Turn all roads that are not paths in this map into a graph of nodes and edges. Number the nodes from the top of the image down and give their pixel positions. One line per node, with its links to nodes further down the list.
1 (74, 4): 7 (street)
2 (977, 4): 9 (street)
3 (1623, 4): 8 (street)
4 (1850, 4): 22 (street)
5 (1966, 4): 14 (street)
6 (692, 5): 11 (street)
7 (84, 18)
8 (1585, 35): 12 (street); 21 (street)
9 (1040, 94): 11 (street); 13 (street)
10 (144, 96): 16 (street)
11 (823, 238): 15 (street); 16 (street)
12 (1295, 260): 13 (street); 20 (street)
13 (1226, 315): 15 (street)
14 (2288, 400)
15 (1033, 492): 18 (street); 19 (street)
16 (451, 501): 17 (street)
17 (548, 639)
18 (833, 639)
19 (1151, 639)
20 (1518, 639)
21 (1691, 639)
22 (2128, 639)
○ ○ ○ ○ ○ ○ ○
> **Work instruction**
Transcribe each entry precisely, missing none.

> **Problem solution**
Turn all roads that are not paths in this map into a graph of nodes and edges. Number the nodes from the top of the image down and give their pixel positions. One line per node, with its links to nodes further down the list.
1 (74, 4): 7 (street)
2 (977, 4): 9 (street)
3 (1623, 4): 8 (street)
4 (1850, 4): 22 (street)
5 (1966, 4): 14 (street)
6 (692, 5): 11 (street)
7 (84, 18)
8 (1585, 35): 12 (street); 21 (street)
9 (1040, 94): 11 (street); 13 (street)
10 (144, 96): 16 (street)
11 (823, 238): 15 (street); 16 (street)
12 (1295, 260): 13 (street); 20 (street)
13 (1226, 315): 15 (street)
14 (2288, 400)
15 (1033, 492): 18 (street); 19 (street)
16 (451, 501): 17 (street)
17 (548, 639)
18 (833, 639)
19 (1151, 639)
20 (1518, 639)
21 (1691, 639)
22 (2128, 639)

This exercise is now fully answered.